C-sections are horrible. My first one was a c-section and the recovery time was so long. There is more risk to both the mother and the child with a c-section. Unless it is a medical necessity I would never want one. Ask for an epidural if you are really worried. Ther is very little pain with epidural. And make sure that you let the doctor know what happened before so that it is clear that you do not want it to happen again.

Bouquetsofdynomite · 26/07/2007 23:12

Sigh, I don't what we're all arguing about, it's all a lottery whether you get a pleasant or unpleasant natural birth or CSecion (same goes for aftereffects), anything can happen or not happen. Although most people seem to get natural labour right by about baby no 4 .

MelbourneMum · 27/07/2007 01:26

brummi and leatie I completely agree that c-sections 'can' be awful experiences for some people with the complications and long recovery periods you mention, but natural birth can also result in complications and long recovery periods. As bouquetsofdynomite says, its a lottery and I don't think its helpful to generalise and suggest that anyone choosing an elective c-section 'needs their head examined' that's a little offensive to say to someone considering this option for very valid reasons. I chose an elective c-section and was extremely clear headed about it, it was right for us. I had absolutely no complications with either of my c-sections and my recovery was fast and without any problems at all. I was up and about the next morning, showering, dressing and doing everything I would expect to be doing post birth anyway. This is just my experience but I think its important to acknowledge that c-sections don't have to be dreadful. For us, ds2's birth was a very special, calm and amazing experience, everything I had hoped for.

MKG · 27/07/2007 02:29

Having had two wonderful natural births I want to tell you to go for it.

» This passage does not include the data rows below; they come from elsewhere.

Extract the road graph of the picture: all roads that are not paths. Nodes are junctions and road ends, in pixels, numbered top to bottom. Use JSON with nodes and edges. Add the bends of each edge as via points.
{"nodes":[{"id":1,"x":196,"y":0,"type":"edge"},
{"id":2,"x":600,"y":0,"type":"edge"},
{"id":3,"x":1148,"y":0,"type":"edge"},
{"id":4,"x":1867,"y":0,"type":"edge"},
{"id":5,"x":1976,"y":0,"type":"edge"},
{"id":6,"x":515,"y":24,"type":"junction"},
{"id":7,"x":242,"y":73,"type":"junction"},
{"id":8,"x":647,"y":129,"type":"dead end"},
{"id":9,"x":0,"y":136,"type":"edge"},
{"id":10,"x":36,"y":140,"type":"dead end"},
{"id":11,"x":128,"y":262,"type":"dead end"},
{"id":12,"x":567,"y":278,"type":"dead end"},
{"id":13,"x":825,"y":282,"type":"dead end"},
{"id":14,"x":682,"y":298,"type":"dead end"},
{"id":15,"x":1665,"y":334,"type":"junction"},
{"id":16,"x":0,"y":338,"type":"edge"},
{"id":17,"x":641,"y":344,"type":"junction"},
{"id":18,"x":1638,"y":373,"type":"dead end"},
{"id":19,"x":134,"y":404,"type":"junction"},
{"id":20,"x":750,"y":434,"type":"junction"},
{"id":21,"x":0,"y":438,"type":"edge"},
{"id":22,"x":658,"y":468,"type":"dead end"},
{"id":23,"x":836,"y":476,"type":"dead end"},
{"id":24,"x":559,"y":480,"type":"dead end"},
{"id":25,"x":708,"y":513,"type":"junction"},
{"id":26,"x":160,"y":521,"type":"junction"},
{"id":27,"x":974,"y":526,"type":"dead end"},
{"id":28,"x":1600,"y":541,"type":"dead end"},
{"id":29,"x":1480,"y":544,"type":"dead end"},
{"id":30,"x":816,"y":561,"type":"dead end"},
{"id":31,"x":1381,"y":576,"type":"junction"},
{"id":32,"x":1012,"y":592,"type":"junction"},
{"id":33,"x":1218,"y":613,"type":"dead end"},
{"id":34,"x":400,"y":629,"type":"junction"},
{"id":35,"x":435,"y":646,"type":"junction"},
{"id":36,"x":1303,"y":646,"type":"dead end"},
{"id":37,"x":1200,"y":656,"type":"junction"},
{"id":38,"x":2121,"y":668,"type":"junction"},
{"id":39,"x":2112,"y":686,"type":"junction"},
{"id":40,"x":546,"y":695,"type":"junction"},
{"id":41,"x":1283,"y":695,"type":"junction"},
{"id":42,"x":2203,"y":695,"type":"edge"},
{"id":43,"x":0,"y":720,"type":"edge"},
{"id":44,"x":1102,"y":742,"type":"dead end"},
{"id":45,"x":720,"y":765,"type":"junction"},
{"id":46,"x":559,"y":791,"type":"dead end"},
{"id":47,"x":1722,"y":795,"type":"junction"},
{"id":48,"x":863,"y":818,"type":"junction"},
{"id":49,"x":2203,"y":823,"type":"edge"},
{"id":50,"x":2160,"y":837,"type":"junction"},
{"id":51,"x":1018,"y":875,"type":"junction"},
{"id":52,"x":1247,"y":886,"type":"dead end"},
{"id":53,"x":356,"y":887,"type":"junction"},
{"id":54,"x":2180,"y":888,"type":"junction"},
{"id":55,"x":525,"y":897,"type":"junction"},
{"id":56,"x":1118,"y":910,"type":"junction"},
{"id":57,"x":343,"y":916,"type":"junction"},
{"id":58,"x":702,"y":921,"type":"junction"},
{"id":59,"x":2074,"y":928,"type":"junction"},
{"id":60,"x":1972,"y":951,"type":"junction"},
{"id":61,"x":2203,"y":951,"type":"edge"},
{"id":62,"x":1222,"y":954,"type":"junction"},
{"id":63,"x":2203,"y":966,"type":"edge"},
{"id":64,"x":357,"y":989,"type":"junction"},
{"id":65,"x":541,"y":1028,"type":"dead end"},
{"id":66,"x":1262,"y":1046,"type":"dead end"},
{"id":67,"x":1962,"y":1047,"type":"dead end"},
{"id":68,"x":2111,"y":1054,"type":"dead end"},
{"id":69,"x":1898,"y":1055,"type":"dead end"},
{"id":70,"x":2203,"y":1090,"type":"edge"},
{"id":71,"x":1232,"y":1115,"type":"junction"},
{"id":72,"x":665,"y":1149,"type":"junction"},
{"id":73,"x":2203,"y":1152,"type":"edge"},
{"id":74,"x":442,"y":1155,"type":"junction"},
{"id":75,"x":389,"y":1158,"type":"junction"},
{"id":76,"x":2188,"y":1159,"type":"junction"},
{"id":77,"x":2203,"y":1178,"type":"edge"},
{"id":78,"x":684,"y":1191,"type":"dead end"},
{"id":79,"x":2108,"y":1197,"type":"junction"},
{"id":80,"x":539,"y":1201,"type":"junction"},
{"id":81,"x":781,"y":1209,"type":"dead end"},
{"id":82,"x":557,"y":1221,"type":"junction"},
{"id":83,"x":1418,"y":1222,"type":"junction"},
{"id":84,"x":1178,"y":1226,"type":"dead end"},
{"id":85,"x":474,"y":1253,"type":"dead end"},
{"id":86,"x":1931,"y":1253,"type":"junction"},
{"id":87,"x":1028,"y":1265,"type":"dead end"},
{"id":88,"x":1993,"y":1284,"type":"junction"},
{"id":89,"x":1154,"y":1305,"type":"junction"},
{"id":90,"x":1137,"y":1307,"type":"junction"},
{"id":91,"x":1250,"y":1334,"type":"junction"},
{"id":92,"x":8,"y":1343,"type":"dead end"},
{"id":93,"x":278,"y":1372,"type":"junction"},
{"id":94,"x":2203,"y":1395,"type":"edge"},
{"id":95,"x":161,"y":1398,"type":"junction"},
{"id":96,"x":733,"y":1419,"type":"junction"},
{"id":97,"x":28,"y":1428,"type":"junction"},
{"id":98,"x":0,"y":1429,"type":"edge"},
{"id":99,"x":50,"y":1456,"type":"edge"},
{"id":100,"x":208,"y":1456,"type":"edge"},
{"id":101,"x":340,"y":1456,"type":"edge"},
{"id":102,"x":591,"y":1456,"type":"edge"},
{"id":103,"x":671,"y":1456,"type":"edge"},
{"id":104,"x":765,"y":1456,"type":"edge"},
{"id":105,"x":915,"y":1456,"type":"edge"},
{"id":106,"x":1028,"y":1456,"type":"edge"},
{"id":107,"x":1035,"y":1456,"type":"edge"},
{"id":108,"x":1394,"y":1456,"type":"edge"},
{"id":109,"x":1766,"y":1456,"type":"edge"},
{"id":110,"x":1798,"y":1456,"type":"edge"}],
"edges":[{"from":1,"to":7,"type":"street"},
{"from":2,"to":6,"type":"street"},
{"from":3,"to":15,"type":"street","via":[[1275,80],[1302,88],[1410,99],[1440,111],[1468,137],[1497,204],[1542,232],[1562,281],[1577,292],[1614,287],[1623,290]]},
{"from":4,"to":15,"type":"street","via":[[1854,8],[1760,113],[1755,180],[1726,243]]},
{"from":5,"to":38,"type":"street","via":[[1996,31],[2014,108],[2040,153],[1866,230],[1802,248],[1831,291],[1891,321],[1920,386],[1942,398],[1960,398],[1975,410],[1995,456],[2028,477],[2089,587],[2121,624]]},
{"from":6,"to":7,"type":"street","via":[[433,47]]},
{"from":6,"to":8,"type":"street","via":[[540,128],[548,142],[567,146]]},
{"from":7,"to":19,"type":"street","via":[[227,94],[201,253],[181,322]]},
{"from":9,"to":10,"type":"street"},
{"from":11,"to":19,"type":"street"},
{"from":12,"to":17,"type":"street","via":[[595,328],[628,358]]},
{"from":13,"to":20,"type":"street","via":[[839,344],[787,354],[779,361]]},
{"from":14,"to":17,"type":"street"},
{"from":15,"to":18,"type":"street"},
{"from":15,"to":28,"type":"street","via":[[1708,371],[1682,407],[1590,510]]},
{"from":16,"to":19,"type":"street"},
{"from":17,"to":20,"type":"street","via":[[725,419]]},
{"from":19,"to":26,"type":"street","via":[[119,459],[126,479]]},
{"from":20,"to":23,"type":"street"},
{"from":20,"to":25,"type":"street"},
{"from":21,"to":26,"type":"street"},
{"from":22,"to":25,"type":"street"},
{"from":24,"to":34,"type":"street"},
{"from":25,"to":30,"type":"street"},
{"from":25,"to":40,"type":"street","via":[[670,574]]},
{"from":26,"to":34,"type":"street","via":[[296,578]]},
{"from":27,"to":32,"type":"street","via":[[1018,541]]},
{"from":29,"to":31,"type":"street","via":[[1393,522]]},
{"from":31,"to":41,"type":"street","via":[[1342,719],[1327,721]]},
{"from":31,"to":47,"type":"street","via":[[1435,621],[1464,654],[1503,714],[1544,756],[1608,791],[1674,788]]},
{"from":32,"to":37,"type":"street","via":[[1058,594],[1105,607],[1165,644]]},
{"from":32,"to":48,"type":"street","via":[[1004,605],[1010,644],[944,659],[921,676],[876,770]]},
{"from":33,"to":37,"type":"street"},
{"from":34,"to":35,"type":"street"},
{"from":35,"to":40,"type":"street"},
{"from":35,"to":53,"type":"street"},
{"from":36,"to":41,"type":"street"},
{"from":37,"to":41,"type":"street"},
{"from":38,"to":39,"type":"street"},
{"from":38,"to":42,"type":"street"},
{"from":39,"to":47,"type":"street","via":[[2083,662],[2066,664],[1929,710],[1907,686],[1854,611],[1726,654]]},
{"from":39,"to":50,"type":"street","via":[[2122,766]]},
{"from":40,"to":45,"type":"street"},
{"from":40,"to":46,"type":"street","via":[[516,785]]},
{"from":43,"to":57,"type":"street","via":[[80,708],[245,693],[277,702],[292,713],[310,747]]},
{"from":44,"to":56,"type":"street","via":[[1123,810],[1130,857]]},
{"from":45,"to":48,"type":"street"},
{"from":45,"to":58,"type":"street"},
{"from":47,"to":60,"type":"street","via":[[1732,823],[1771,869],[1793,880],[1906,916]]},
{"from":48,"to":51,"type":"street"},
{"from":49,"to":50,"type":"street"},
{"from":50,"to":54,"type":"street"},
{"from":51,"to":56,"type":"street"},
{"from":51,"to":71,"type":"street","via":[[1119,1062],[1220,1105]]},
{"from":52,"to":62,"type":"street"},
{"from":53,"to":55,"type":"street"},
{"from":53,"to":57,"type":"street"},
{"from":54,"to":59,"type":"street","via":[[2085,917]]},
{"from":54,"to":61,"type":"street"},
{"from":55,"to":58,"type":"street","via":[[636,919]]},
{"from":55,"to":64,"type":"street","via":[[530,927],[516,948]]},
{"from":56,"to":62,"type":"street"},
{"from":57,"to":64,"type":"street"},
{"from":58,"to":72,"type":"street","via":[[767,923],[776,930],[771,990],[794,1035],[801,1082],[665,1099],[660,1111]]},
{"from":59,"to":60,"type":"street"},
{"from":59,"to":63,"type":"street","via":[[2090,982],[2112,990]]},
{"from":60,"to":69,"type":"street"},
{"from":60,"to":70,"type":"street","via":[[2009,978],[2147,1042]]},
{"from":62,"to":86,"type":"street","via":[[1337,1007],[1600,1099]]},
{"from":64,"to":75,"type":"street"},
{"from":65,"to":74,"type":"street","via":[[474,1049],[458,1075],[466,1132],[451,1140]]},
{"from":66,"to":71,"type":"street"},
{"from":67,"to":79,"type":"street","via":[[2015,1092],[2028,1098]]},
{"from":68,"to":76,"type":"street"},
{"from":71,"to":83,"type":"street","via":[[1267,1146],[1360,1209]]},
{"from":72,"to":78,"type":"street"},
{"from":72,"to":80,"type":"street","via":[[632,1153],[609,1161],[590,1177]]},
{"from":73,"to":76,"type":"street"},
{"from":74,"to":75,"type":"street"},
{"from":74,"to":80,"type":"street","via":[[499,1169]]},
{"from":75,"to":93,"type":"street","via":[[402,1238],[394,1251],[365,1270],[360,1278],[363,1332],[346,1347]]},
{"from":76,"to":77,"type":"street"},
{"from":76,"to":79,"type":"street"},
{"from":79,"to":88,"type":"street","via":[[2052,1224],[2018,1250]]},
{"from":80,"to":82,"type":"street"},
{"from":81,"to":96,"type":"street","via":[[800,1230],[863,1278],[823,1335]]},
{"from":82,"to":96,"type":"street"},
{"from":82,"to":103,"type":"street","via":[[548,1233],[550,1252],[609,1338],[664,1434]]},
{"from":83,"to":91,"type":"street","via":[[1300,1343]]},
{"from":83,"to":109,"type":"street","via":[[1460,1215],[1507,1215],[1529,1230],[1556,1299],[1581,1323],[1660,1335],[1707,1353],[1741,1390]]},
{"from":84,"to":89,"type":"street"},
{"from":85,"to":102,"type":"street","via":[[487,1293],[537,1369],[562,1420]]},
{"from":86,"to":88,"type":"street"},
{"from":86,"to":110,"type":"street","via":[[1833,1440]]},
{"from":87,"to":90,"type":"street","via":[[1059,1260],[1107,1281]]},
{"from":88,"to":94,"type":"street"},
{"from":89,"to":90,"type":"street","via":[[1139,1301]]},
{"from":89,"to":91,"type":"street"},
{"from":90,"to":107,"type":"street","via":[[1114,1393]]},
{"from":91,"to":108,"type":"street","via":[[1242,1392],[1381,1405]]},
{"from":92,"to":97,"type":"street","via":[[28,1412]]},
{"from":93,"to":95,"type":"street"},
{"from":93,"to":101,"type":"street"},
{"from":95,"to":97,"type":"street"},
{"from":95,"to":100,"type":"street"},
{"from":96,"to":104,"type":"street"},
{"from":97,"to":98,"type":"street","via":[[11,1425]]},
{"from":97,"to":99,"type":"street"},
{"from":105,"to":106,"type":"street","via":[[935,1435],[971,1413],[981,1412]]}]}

Unfortunately every other person I know with a baby has had a C-section, and all would choose a c-section over a trial of labor for their second babies. Women that I know that have had an elective say that it was wonderful. They went in prepared, ready, and in good spirits, and recovery was relatively good (under the circumstances of major surgery). My sil was cooking and cleaning 4 days after her 3rd section (of course she also wore her house slippers to do grocery shopping so she was a little hopped up on pain killers).

Good luck to you whatever you decide.